Past fast Fourier transform (FFT) circuit architectures have remained relatively unchanged, being either "memory-based" or "pipelined".  Memory-based designs are typically slow and pipelined designs, which are obtained from different permutations of the signal flow graph and mappings thereof, lead to inherent circuit irregularities which compromises functionality and performance.

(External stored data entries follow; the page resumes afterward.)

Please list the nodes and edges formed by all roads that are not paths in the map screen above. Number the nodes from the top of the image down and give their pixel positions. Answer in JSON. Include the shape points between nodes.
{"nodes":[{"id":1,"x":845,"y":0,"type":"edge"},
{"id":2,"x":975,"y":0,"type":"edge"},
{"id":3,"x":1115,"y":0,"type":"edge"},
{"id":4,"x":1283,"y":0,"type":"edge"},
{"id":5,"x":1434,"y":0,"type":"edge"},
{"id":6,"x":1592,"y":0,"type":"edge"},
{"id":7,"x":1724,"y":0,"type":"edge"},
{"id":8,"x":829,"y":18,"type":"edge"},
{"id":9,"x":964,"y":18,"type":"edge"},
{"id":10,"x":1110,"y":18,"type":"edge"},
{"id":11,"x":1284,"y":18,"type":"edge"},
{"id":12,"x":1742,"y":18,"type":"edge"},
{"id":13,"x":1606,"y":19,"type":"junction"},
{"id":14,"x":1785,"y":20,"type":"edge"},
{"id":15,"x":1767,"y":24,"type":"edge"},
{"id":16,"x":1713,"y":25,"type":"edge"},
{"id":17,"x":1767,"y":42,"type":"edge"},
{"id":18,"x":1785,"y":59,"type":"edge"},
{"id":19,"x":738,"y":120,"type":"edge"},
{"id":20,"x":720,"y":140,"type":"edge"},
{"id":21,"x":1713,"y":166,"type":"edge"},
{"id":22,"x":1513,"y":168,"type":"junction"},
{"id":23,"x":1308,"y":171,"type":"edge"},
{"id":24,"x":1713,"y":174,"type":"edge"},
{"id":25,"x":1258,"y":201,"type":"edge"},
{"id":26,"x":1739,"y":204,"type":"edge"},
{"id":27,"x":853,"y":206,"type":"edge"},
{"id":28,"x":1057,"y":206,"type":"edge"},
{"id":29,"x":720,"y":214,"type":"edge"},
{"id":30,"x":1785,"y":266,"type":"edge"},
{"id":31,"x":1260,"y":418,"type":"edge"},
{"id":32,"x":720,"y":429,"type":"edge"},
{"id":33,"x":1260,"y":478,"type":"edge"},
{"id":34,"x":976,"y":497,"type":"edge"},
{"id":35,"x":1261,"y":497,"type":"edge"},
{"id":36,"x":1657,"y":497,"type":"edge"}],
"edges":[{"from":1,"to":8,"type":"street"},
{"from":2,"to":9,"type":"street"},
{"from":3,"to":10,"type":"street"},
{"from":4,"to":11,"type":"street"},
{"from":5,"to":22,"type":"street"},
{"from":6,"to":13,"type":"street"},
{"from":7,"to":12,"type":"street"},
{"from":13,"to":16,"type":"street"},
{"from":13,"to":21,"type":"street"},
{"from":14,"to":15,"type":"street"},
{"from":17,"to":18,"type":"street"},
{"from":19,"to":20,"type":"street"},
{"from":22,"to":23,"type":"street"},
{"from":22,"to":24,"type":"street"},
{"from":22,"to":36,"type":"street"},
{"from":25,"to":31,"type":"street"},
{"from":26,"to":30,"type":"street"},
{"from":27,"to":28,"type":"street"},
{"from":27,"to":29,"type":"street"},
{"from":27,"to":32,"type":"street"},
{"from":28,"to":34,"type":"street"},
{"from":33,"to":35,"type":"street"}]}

Centar's design is also memory-based, but is architecturally very different than traditional memory-based approaches as can be seen below. Here a traditional high-performance memory-based design (a) is shown to consist of (usually) large arithmetic units, where typically butterfly computations are performed, connected to an array of memories. The difficulty in such designs is to sequence data to/from the memories in such a way that available bandwidth is maximized. Alternatively, the Centar's circuit does the same thing, but at a finer level of granularity. From (b) it is seen to consist of many very small processing elements (PEs), each containing a multiplier/adder and a few registers. Each PE reads and writes to a typically small memory and aggregate bandwidth is limited only by the number of PEs. This scalability means that high bandwidths, and thus performance, are achieved by simply increasing the array size. It is   

much more difficult to do the same for traditional memory based designs based on (a).  As a result:

• Throughputs are much higher than other FFT circuits that use equivalent or more hardware resources due to
• Very high clock speeds (>500MHz in 65nm FPGA technology) that result from interconnects which are entirely local, reducing parasitic routing capacitances
• A high degree of data parallelism
• Less than the usual N cycles per DFT block (algorithmic improvements)
• The circuit is programmable, a major difference when compared to traditional high performance parallel FFT designs. A non-power-of-two circuit can be programmed by entering parameter values into a single ROM memory and the number of different DFT sizes that can be supported is only limited by the size of this parameter memory.
• Dynamic range is higher than other fixed-point or block floating point FFT designs for a given word size because the computation is done using a combined block floating point and floating point architecture, e.g., a 1024-point 16-bit (in/out) FFT provides a dynamic range of 94db.
• For non-streaming designs the latency can be approximately equal to the inverse throughput rate. In other words the time it takes to compute the first DFT in a series of DFT computations is roughly equal to the time it takes to compute each successive DFT. This is significant because most fast pipelined FFT engines have “startup” times of ~N cycles, where N is the transform size, making the first DFT computation twice as long.
• Faster transforms can be implemented without architectural changes by increasing the array size along one dimension or duplicating the array structure
• The same circuit architecture can directly perform small 2-D DFTs as well as 1-D DFTs.
• Interconnects are entirely local, significantly reducing parasitic routing capacitances to keep power dissipation low.
• The inherently linear structure of the FFT circuit is an excellent architectural match for the recent generation of high density FPGAs like the Vertex series from Xilinx and the Stratix series from Altera. Both of these chip types feature architectures also characterized by linear arrays of hardwired elements such as memories and multipliers.
• Small DFTs (less than 128-points) can be performed as efficiently as large FFTs.